As the tide of immigrants flood into the UK from Eastern Europe there’s another tide that’s emigrating out. It seems that almost as fast as people come in, there are almost as many that want to leave. Except they’re two different groups and strangely enough it’s a case scenario that’s being replicated elsewhere in the world. And one of the main target countries is Canada.
Simplified Application Process (SAP)
According to Canadian statistics, their embassies receive thousands of applications to immigrate every year from all over the world and 75% of these come from people in the subcontinent incorporating India and Pakistan and also the Middle East. To make the whole process a trifle ‘easier’, on 1 September 2006 the Canadian government introduced the Simplified Application Process (SAP).
Under previous legislation the principal applicant was required to complete and submit a series of five forms with additional paperwork for his/her spouse and any dependents over the age of eighteen. These had to be accompanied by all the relevant documentation which would commonly include copies of passports, marital and educational certificates and proof of qualifications as specified. And then the whole package to be forwarded to London
Under the SAP, applicants will be requested to complete and submit what would appear to be a straightforward three-page application plus filing and fees and an authorisation form if the individual is using a representative. And that gets forwarded to London. After a period of approximately 2 months you get notification of receipt and will be advised that there will then be a waiting period of 42 months.

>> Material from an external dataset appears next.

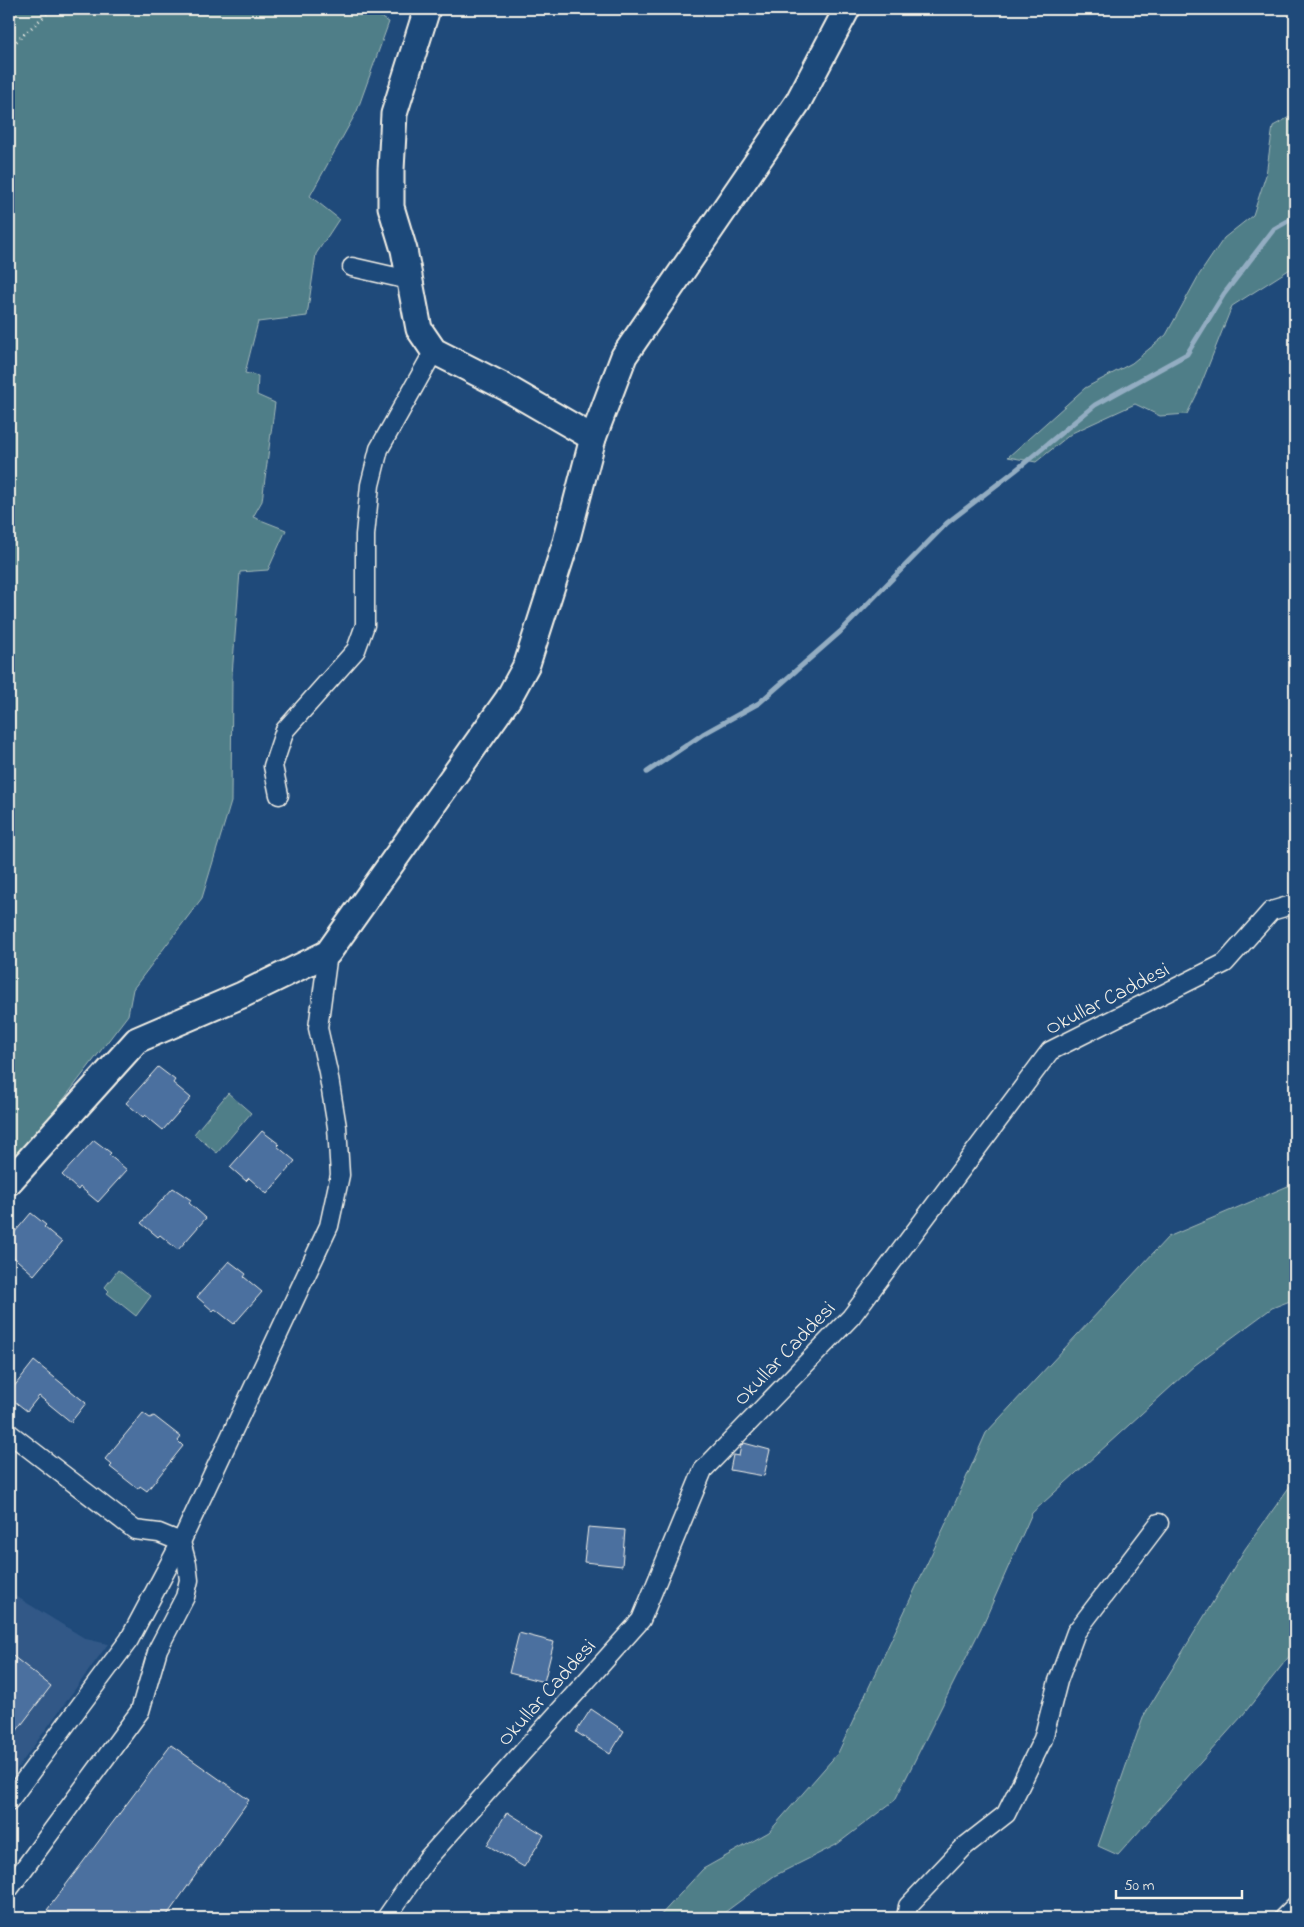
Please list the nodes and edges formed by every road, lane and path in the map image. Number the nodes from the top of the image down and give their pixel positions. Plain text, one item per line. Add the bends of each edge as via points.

‘But it isn’t as simple as people will make it sound,’ says Brian Telfer, a certified Canadian immigration consultant. ‘SAP doesn’t replace the present paperwork; it simply defers the final moment when full documentation is required. There are hundreds of people in the business of immigration consultancy and some of them are Canadian. But there are many who are practicing illegally and large numbers have not as yet passed the exams necessary to comply with Canadian requirements. Licensing was meant to protect the public but it has been a total fiasco.’
Unscrupulous Cashing In
One of Telfer’s major concerns in the early stages was that the papers would overflow with advertisements from the unscrupulous promoting a smooth and easy way to immigrate to Canada. And his prediction has proved to be true in many regions where ‘consultants’ are advertising fast track immigration through SAP for as little as US$300. But there is no fast track. Additionally, he doubts the competence or desire of many so-called consultants to do more than simply pass the form to the applicant and give but basic instructions as to completion. The rule of thumb therefore for westerners is to scan the small print with a fine toothcomb and understand how the new system actually works.
‘We have processed immigration applications for over 16 years and during that time nobody has filled in the forms correctly,’ he says. ‘There have always been errors.’
Under the 2002 Immigration Act it is the responsibility of the applicant to ensure that all details are correct. Transposition of numbers between form and certificate (one reading 07/10 while the other reads 10/07 for example) could result in a rejection. This might be construed as a simple clerical error but it could equally be regarded as misrepresentation; a common reason for rejection.
Submitting the right and current information
Another deep abyss that may well go unnoticed by the unwary is the necessity for documentation to be current when the SAP form is submitted even though those papers will not be requested for several years. A further implication here is that qualifications gained after the initial submission may not be considered eligible as they will not have appeared on the original forms. And finally Telfer emphasizes the importance of detailing job descriptions in line with the corresponding details cited on the National Occupation Classification list.
‘If descriptions of experience are not accurately consistent with the specifics detailed by the Canadian government, applicants will not achieve the necessary 21 points for that category; another common reason for rejection. This [SAP] is actually a 'fool's paradise'. If you do not ensure that all your paperwork is in place at the beginning and that you qualify under the selection process, there’ll be a 'rude awakening' in a few years' time.’
And just to cheer us all up, Telfer predicts that because of the SAP, the increase in applications will be so great that the interim waiting period will stretch from 42 to 65 months. Good luck.